Your assignment →
Reproduce all of the records word for word, omitting the pictures.

__________

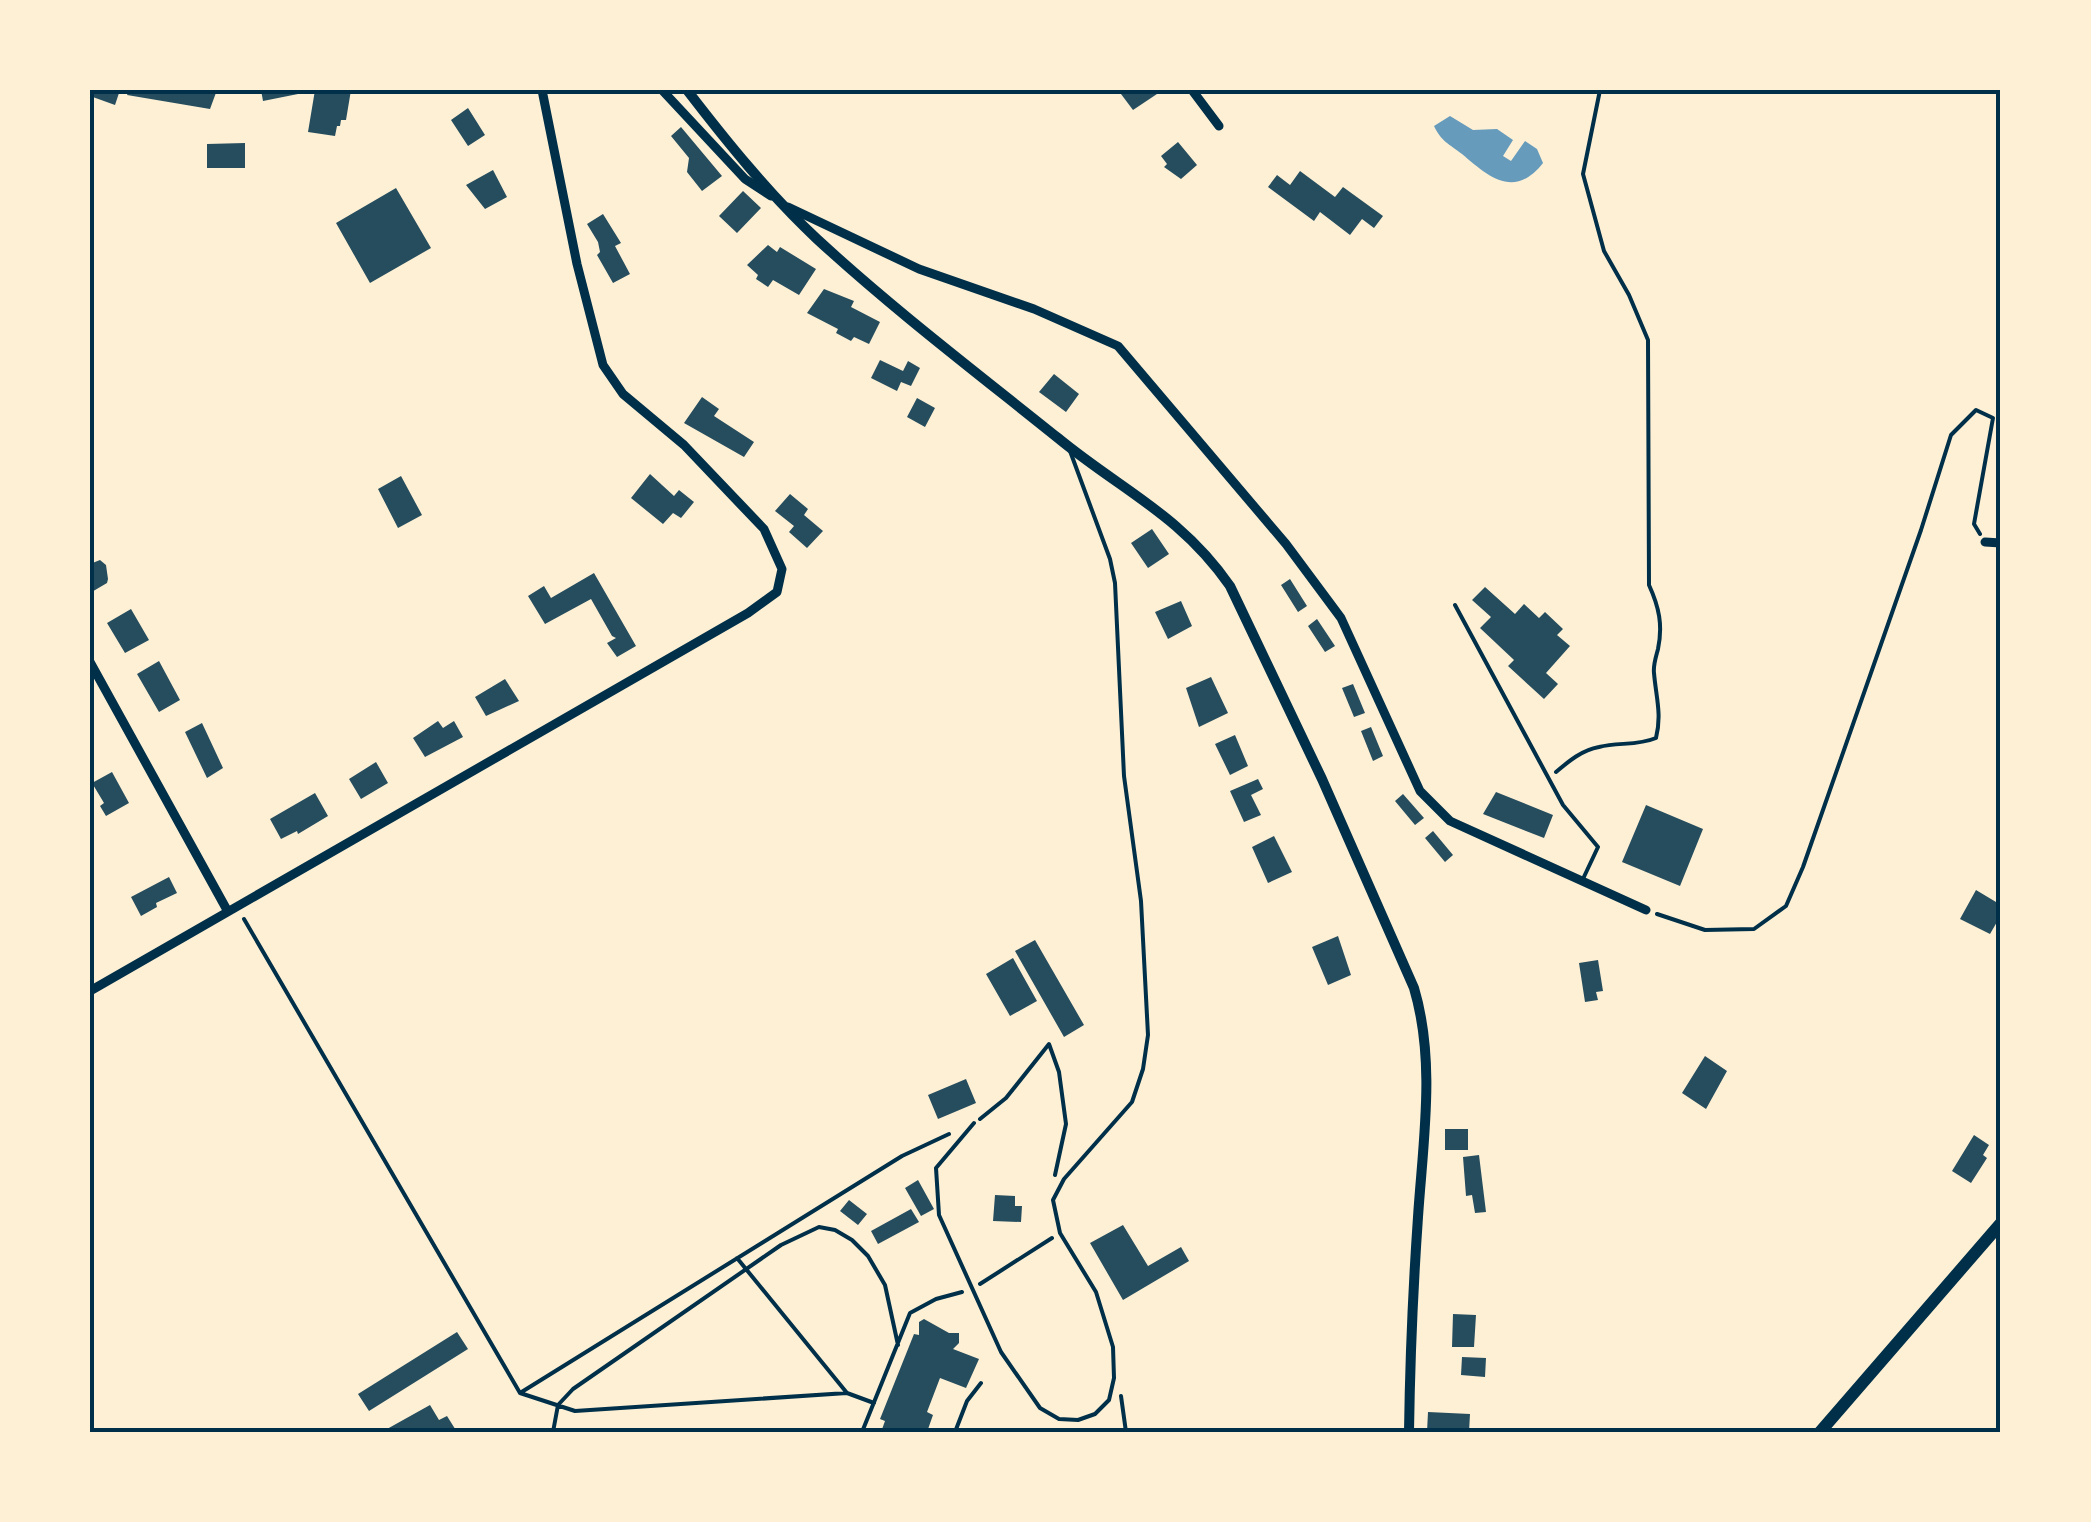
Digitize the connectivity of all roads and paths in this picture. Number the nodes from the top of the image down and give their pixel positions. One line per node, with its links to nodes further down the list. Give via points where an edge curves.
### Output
1 (542, 90): 15 (street, via 603,365 623,394 684,445 764,529 782,568 777,592)
2 (662, 90): 7 (street, via 745,178)
3 (687, 90): 7 (street)
4 (1192, 90): 6 (street)
5 (1600, 90): 13 (path, via 1583,174 1604,251 1648,340 1648,585 1662,629 1653,669 1660,724 1656,738 1598,747)
6 (1220, 126)
7 (785, 206): 8 (street, via 869,284); 14 (street, via 919,269 1118,346 1341,618 1420,790 1450,821)
8 (1068, 446): 19 (lane, via 1115,583 1124,776 1142,900 1148,1035 1132,1102); 36 (street, via 1186,532 1230,586 1414,988 1427,1053)
9 (1985, 542): 10 (street); 16 (path, via 1974,524 1993,418 1976,410 1951,435 1786,906 1754,929 1705,930)
10 (2001, 543)
11 (1456, 605): 13 (lane)
12 (90, 662): 15 (street)
13 (1548, 778): 14 (lane, via 1598,847)
14 (1582, 882): 16 (street)
15 (228, 910): 17 (street); 28 (path, via 252,928)
16 (1646, 910)
17 (90, 991)
18 (974, 1123): 19 (path, via 1006,1098 1048,1044 1066,1124); 22 (path, via 902,1156); 24 (lane, via 936,1168 938,1215)
19 (1053, 1200): 21 (lane)
20 (2001, 1223): 37 (main road)
21 (1060, 1233): 24 (path); 26 (lane, via 1096,1292 1113,1347)
22 (737, 1258): 23 (path); 28 (path)
23 (746, 1270): 25 (path, via 802,1232 836,1230 878,1270); 29 (path); 31 (path)
24 (974, 1288): 25 (path, via 910,1313); 26 (lane, via 1001,1352 1040,1408 1059,1419 1095,1414 1109,1400)
25 (898, 1345): 30 (path)
26 (1114, 1378): 35 (path)
27 (981, 1383): 34 (path)
28 (520, 1393): 31 (path)
29 (847, 1394): 30 (path); 31 (path, via 575,1411)
30 (874, 1403): 33 (path)
31 (558, 1406): 32 (path)
32 (554, 1432)
33 (862, 1432)
34 (955, 1432)
35 (1126, 1432)
36 (1409, 1432)
37 (1820, 1432)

__________

Worked solution →
Digitize the connectivity of all roads and paths in this picture. Number the nodes from the top of the image down and give their pixel positions. One line per node, with its links to nodes further down the list. Give via points where an edge curves.
### Output
1 (542, 90): 15 (street, via 603,365 623,394 684,445 764,529 782,568 777,592)
2 (662, 90): 7 (street, via 745,178)
3 (687, 90): 7 (street)
4 (1192, 90): 6 (street)
5 (1600, 90): 13 (path, via 1583,174 1604,251 1648,340 1648,585 1662,629 1653,669 1660,724 1656,738 1598,747)
6 (1220, 126)
7 (785, 206): 8 (street, via 869,284); 14 (street, via 919,269 1118,346 1341,618 1420,790 1450,821)
8 (1068, 446): 19 (lane, via 1115,583 1124,776 1142,900 1148,1035 1132,1102); 36 (street, via 1186,532 1230,586 1414,988 1427,1053)
9 (1985, 542): 10 (street); 16 (path, via 1974,524 1993,418 1976,410 1951,435 1786,906 1754,929 1705,930)
10 (2001, 543)
11 (1456, 605): 13 (lane)
12 (90, 662): 15 (street)
13 (1548, 778): 14 (lane, via 1598,847)
14 (1582, 882): 16 (street)
15 (228, 910): 17 (street); 28 (path, via 252,928)
16 (1646, 910)
17 (90, 991)
18 (974, 1123): 19 (path, via 1006,1098 1048,1044 1066,1124); 22 (path, via 902,1156); 24 (lane, via 936,1168 938,1215)
19 (1053, 1200): 21 (lane)
20 (2001, 1223): 37 (main road)
21 (1060, 1233): 24 (path); 26 (lane, via 1096,1292 1113,1347)
22 (737, 1258): 23 (path); 28 (path)
23 (746, 1270): 25 (path, via 802,1232 836,1230 878,1270); 29 (path); 31 (path)
24 (974, 1288): 25 (path, via 910,1313); 26 (lane, via 1001,1352 1040,1408 1059,1419 1095,1414 1109,1400)
25 (898, 1345): 30 (path)
26 (1114, 1378): 35 (path)
27 (981, 1383): 34 (path)
28 (520, 1393): 31 (path)
29 (847, 1394): 30 (path); 31 (path, via 575,1411)
30 (874, 1403): 33 (path)
31 (558, 1406): 32 (path)
32 (554, 1432)
33 (862, 1432)
34 (955, 1432)
35 (1126, 1432)
36 (1409, 1432)
37 (1820, 1432)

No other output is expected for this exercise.